Video is county’s “concrete proof”

For weeks county officials have claimed “concrete proof” that employees of a firm collecting signatures for a union seeking binding arbitration with the county weren’t being up front with voters.

Now we know what the proof is — video of two signature collectors explaining the purpose of the petition on a video shot by a county employee.

The Baltimore County Federation of Public Employees hired Democracy Resources, an Oregon-based company, to collect enough signatures of registered county voters in an attempt to get binding arbitration for its members on the November ballot. It was a story first reported in newspapers published by Patuxent Publishing Co., which also operates this Web site. (You can read the two stories here and here.)

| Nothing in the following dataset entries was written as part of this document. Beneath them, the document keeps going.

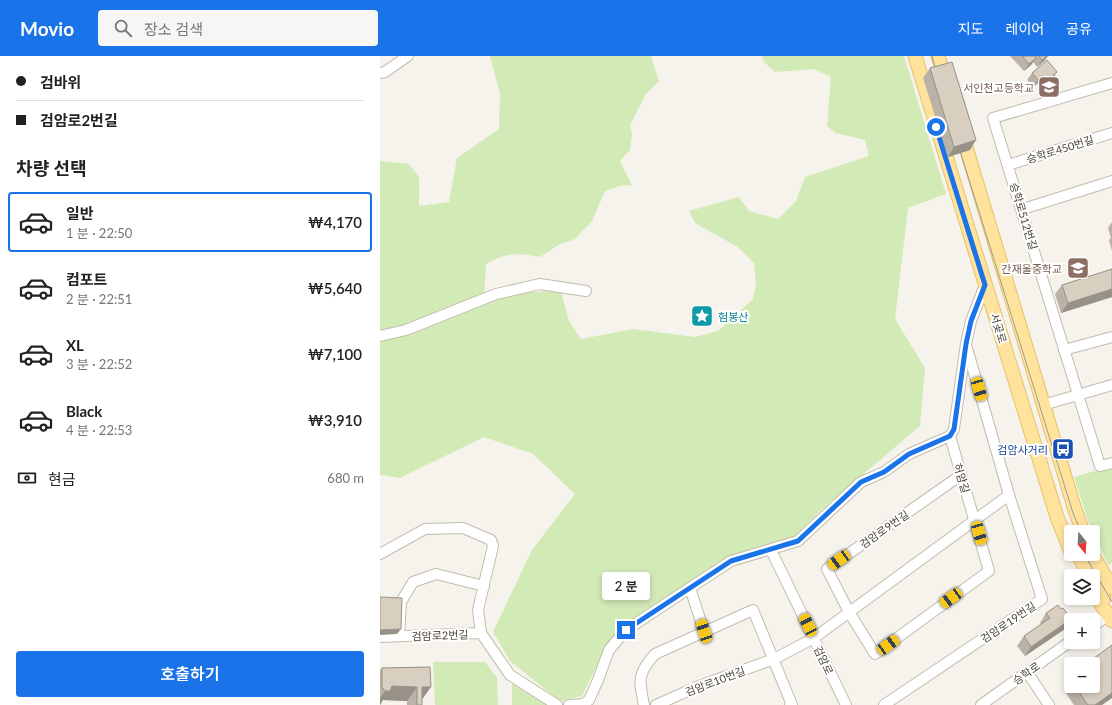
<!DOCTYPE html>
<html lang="ko">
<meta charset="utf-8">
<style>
:root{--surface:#fff;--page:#f6f6f6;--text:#222;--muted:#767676;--line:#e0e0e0;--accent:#1a73e8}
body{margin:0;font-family:Lato,"Noto Sans KR",sans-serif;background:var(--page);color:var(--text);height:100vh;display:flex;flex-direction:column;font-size:15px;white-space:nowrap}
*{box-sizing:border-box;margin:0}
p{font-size:13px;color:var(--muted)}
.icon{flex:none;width:22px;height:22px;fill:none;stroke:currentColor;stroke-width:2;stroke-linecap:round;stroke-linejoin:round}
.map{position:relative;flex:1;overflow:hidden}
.side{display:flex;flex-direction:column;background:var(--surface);width:380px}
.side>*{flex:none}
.guide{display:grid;align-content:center;height:88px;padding:0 16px;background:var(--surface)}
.needle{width:26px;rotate:162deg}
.buttons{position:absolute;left:684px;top:469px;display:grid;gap:8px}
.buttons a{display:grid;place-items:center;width:36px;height:36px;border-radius:4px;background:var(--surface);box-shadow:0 2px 6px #0003;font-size:20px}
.end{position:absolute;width:18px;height:18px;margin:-9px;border:5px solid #1a73e8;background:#fff;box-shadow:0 0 0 2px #fff}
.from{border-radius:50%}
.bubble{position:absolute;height:28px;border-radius:4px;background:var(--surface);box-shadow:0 2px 6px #0003;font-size:13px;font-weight:600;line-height:28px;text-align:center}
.car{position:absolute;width:12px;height:24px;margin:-12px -6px;border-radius:5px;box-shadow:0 0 3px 1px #0007;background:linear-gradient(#f5c518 24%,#345 0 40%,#f5c518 0 76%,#345 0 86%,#f5c518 0)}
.guide b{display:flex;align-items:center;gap:14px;height:38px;font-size:15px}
.guide b+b{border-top:1px solid var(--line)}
.guide i{width:10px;height:10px;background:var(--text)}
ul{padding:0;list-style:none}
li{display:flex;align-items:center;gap:12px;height:60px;margin:0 8px 6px;padding:0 8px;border:2px solid transparent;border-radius:4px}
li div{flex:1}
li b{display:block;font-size:15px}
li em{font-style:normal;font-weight:600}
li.active{border-color:var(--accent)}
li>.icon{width:36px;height:36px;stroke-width:1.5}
h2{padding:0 16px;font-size:18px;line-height:48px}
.pay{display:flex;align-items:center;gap:10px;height:44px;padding:0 16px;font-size:15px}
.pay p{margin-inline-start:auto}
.cta{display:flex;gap:8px;margin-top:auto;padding:8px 16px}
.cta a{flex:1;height:46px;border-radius:4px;background:var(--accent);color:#fff;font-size:16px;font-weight:600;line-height:46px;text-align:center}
header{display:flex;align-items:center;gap:24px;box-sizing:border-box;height:56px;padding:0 20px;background:var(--accent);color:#fff}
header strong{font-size:19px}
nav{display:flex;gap:22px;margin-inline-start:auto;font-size:14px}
.search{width:280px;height:36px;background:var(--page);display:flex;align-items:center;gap:10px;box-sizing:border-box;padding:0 14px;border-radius:4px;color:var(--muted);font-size:15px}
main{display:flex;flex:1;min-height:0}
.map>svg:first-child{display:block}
</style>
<header>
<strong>Movio</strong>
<div class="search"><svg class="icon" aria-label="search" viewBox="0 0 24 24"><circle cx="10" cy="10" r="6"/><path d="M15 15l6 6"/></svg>장소 검색</div>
<nav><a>지도</a><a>레이어</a><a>공유</a></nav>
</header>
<main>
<section class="side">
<div class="guide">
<b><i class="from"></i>검바위</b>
<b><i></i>검암로2번길</b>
</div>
<h2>차량 선택</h2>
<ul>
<li class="active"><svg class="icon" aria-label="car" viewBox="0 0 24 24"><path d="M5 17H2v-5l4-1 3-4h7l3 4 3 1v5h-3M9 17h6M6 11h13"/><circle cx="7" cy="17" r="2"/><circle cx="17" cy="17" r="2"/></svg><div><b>일반</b><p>1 분 · 22:50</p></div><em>₩4,170</em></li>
<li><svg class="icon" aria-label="car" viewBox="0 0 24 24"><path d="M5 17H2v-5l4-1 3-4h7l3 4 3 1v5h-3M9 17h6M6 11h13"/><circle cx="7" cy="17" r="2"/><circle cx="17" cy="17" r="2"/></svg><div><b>컴포트</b><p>2 분 · 22:51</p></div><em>₩5,640</em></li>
<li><svg class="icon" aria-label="car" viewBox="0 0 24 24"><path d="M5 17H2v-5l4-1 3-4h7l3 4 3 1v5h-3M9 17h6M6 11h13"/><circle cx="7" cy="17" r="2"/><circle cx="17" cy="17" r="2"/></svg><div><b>XL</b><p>3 분 · 22:52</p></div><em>₩7,100</em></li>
<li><svg class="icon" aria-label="car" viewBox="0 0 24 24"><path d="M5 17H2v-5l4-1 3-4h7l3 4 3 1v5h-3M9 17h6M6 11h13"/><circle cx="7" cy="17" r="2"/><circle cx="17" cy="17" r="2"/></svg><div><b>Black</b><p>4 분 · 22:53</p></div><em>₩3,910</em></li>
</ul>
<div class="pay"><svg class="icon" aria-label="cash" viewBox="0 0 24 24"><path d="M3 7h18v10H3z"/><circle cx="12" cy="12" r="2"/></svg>현금<p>680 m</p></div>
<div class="cta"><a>호출하기</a></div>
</section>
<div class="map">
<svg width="732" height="649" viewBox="0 0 732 649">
<rect width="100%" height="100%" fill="#f6f3ec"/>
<g fill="#d2eab5">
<path d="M 110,0 L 271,0 L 279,25 L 266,38 L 250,69 L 252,79 L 250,94 L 240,105 L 252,129 L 239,130 L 225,135 L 212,165 L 195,183 L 180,188 L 160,201 C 137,197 126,196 106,208 L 104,242 C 116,244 123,240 134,238 C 150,235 166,235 181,236 L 189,265 L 201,283 L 253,273 L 315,281 L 338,275 L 373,243 L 376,229 L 374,207 L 358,191 L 315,167 L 309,155 L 359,141 L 369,155 L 398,163 L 416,145 L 425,121 L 489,100 L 485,84 L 456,77 L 447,70 L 451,21 L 434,13 L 395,16 L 384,6 L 382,0 L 524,0 L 566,138 L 528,152 L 515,263 L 545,312 L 540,370 L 440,455 L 415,480 L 341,505 L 243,569 L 225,593 L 202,640 L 180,645 L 130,605 L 113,576 L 152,494 L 195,438 L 153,398 L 104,381 L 20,422 L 0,419 L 0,105 L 29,108 L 39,121 L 39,150 L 69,146 L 77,102 L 119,73 L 120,38 Z"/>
<path d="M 732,410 L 732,507 L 728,509 L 708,465 L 694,421 Z"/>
<path d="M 53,606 L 105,606 L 117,622 L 118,649 L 55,649 Z"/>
<path d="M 132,625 L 167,649 L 132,649 Z"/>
</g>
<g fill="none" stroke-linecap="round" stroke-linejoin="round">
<g stroke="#c2bbae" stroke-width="12">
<g id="minor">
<path d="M 0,17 L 5,16 L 28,0"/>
<path d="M 732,27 L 613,62 L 720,410 L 732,407"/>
<path d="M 628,109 L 732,77"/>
<path d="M 643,153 L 732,125"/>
<path d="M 0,280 L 26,274 L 116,238 L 160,228 L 206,235"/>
<path d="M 684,294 L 732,281"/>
<path d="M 663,349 L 732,329"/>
<path d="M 570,380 L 609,515 L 495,598 L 469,556 L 447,513 L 581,419"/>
<path d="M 391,494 L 466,649"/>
<path d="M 0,498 L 45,473 L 83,472 L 111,484 L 113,490 L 98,554 L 101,577 L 130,619 L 177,649"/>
<path d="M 310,532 L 324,575"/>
<path d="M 713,570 L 732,557"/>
<path d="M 19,580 L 21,546 L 33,526 L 56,518 L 104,530"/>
<path d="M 0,581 L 101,577"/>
<path d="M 647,616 L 669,649"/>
<path d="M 189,649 L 203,648 L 209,644 L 218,624 L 229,594 L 246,574 L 351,505 L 418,485 L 481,426 L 504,416 L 529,398 L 570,380 L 574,373 L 586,288 L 591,265 L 605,229"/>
<path d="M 264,649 C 259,624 257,618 275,598 L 373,554 L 412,649 L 410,649"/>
<path d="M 276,649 L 319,630 L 394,603 L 434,582 L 629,439"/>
<path d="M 504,649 L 662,543 L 629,439 L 587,292"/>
<path d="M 601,649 L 691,585"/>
</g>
</g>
<g stroke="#e6c16a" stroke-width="15">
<g id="major">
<path d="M 535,0 L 677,461 L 691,496"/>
<path d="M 558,0 L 566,25"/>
<path d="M 582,78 L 695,454 L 703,476"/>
<path d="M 697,498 L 710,520"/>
<path d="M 712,498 L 732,532"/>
<path d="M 713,525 L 724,542"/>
<path d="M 713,536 L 732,565"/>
</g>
</g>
<use href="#minor" stroke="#fff" stroke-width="10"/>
<use href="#major" stroke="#ffe39c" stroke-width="13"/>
<g stroke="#9a9a9a" stroke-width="1">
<path d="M 552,0 L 558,22"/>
<path d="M 577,85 L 693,457 L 701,476"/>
<path d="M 704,498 L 732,546"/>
</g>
</g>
<g fill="#bab2a6">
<path d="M 630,0 L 668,0 L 664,5 L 657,11 L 653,6 L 651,9 L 644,15 Z"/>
<path d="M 667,4 L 672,24 L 662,32 L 658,27 L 653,31 L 647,24 L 652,17 Z"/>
<path d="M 550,12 L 590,94 L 568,101 L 543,22 Z"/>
<path d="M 732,166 L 732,195 L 729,184 L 731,182 L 728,172 Z"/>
<path d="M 732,213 L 732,241 L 681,257 L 675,238 L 682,229 Z"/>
<path d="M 681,553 L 691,563 L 685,573 L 645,600 L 637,590 L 644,580 L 661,568 L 660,567 L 666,557 Z"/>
<path d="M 732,589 L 722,649 L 694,649 L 686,637 L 691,629 L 691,630 L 713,630 L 713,608 L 709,608 L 714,602 Z"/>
<path d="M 50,611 L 42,643 L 42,649 L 27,649 L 27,645 L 3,644 L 0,649 L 0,614 L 2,612 Z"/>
</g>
<g fill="#979187">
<path d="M 667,0 L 668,0 L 664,5 L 657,11 L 662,4 Z"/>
<path d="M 656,2 L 651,9 L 644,15 L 649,8 Z"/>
<path d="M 677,16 L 672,24 L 662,32 L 667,25 Z"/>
<path d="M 663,20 L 658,27 L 653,31 L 658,24 Z"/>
<path d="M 596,84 L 590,94 L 568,101 L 574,91 Z"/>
<path d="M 732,233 L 732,241 L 681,257 L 688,247 Z"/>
<path d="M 691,563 L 685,573 L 645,600 L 651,591 Z"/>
<path d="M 21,573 L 17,578 L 0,579 L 0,574 Z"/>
<path d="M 12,630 L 37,631 L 27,645 L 3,644 L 0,649 L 0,642 L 5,635 Z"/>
<path d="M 42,631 L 51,631 L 41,645 Z"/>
<path d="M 732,637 L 732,642 L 722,649 L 715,649 Z"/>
</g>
<g fill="#d8cfc1" stroke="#979187">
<path d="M 642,0 L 655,0 L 656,2 L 649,8 Z"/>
<path d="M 659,0 L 667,0 L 662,4 Z"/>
<path d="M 667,4 L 677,16 L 667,25 L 663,20 L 658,24 L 652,17 Z"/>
<path d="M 572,6 L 596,84 L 574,91 L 550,12 Z"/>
<path d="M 732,213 L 732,233 L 688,247 L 682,229 Z"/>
<path d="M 0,541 L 22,542 L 21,573 L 0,574 Z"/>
<path d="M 678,549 L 681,553 L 683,552 L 691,563 L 651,591 L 644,580 L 670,562 L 666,557 Z"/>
<path d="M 732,589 L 732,637 L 715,649 L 708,649 L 695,630 L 713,630 L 713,608 L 710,608 L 710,607 L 715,603 L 714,602 Z"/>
<path d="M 50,611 L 51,631 L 42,631 L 42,649 L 37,649 L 37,631 L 12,630 L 10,635 L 5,635 L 2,631 L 2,612 Z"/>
</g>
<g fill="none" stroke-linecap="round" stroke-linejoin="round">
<path stroke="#1a73e8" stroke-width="5" d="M 246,574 L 351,505 L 418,485 L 481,426 L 504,416 L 529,398 L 570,380 L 574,373 L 586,288 L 591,265 L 605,229 L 556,71"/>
</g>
<defs>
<g id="school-square" transform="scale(1.15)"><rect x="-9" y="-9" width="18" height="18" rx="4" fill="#8d6e63" stroke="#fff"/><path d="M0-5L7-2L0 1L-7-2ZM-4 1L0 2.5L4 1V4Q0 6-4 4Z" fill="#fff"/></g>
<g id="sight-square" transform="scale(1.15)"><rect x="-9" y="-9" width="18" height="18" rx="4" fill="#0f9aa8" stroke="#fff"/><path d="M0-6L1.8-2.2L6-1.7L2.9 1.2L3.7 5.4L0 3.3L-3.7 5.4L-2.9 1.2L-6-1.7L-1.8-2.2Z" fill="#fff"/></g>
<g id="bus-square" transform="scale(1.15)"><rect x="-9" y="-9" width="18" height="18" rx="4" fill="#1a4fb4" stroke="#fff"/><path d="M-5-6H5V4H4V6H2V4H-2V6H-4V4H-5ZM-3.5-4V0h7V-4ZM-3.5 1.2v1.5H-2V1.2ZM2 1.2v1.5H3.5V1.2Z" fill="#fff"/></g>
</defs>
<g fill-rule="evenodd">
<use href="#school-square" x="669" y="31"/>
<use href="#school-square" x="698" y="212"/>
<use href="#sight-square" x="322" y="260"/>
<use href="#bus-square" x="683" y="393"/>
</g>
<g text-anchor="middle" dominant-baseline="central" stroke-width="4" stroke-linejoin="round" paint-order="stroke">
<g font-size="11" fill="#785e54" stroke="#fff" text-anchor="end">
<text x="654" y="31">서인천고등학교</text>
<text x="682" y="212">간재울중학교</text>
</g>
<g font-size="11" fill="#4b4439" stroke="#fff">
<text transform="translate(680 93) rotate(-17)">승학로450번길</text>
<text transform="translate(644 160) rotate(73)">승학로512번길</text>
<text transform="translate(619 272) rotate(73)">서곶로</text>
<text transform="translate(582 422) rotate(73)">허암길</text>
<text transform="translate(504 473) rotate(-35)">검암로9번길</text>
<text transform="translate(628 566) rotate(-34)">검암로19번길</text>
<text transform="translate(60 579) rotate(-2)">검암로2번길</text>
<text transform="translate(444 604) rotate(65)">검암로</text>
<text transform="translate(646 617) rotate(-35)">승학로</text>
<text transform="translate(335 625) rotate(-21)">검암로10번길</text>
</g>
<g font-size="11" fill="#0d838f" stroke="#fff" text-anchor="start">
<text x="338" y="260">험봉산</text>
</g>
<g font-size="11" fill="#164399" stroke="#fff" text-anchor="end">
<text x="668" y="393">검암사거리</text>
</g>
</g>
</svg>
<div class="buttons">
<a><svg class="needle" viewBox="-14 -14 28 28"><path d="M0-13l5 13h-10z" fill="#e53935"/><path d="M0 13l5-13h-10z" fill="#767676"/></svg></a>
<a><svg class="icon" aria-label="layers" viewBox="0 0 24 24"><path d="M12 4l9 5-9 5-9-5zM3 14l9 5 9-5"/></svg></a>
<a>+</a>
<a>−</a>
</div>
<i class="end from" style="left:556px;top:71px"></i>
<i class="end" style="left:246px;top:574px"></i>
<div class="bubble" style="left:222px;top:516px;width:48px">2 분</div>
<i class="car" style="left:599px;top:333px;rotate:164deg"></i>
<i class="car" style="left:599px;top:477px;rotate:164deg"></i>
<i class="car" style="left:459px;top:504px;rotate:235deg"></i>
<i class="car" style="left:571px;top:542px;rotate:234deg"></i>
<i class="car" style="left:428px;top:569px;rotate:334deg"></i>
<i class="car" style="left:324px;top:575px;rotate:342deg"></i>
<i class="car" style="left:508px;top:589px;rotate:54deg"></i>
</div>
</main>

A woman who answered the phone at the union’s Towson office this morning said Jim Miller, president of the union local, was in a meeting and unavailable.

Don Mohler, a county spokesman, has repeatedly claimed that collectors were misleading voters by stating the petition would help county teachers even though the union does not represent those employees.

The 2-minute-10-second video was shot by a county employee who accompanied Mohler on a trip to the Towson farmers’ market July 31. The video was released today in response to a request filed under the state Public Information Act.

Mohler, whose county employee badge is clearly visible in the video, is seen talking to two men who identify themselves as collecting signatures for the Baltimore County Federation of Public Employees, a union that represents many county employees, including 911 employees and sheriff’s deputies.

The two signature collectors tell Mohler nearly a half-dozen times that signing will help teachers. When Mohler questions the language of the petition and asks how it will help teachers he is told that it’s “all lawyer jargon.”

The collectors also say binding arbitration would help garbage collectors and “people who drive buses.” In truth, all of the county’s trash and recyclables are collected by nearly 50 private haulers whose employees are not county employees. The county has no municipal bus system. School bus drivers are hired employees of the Baltimore County Public Schools System.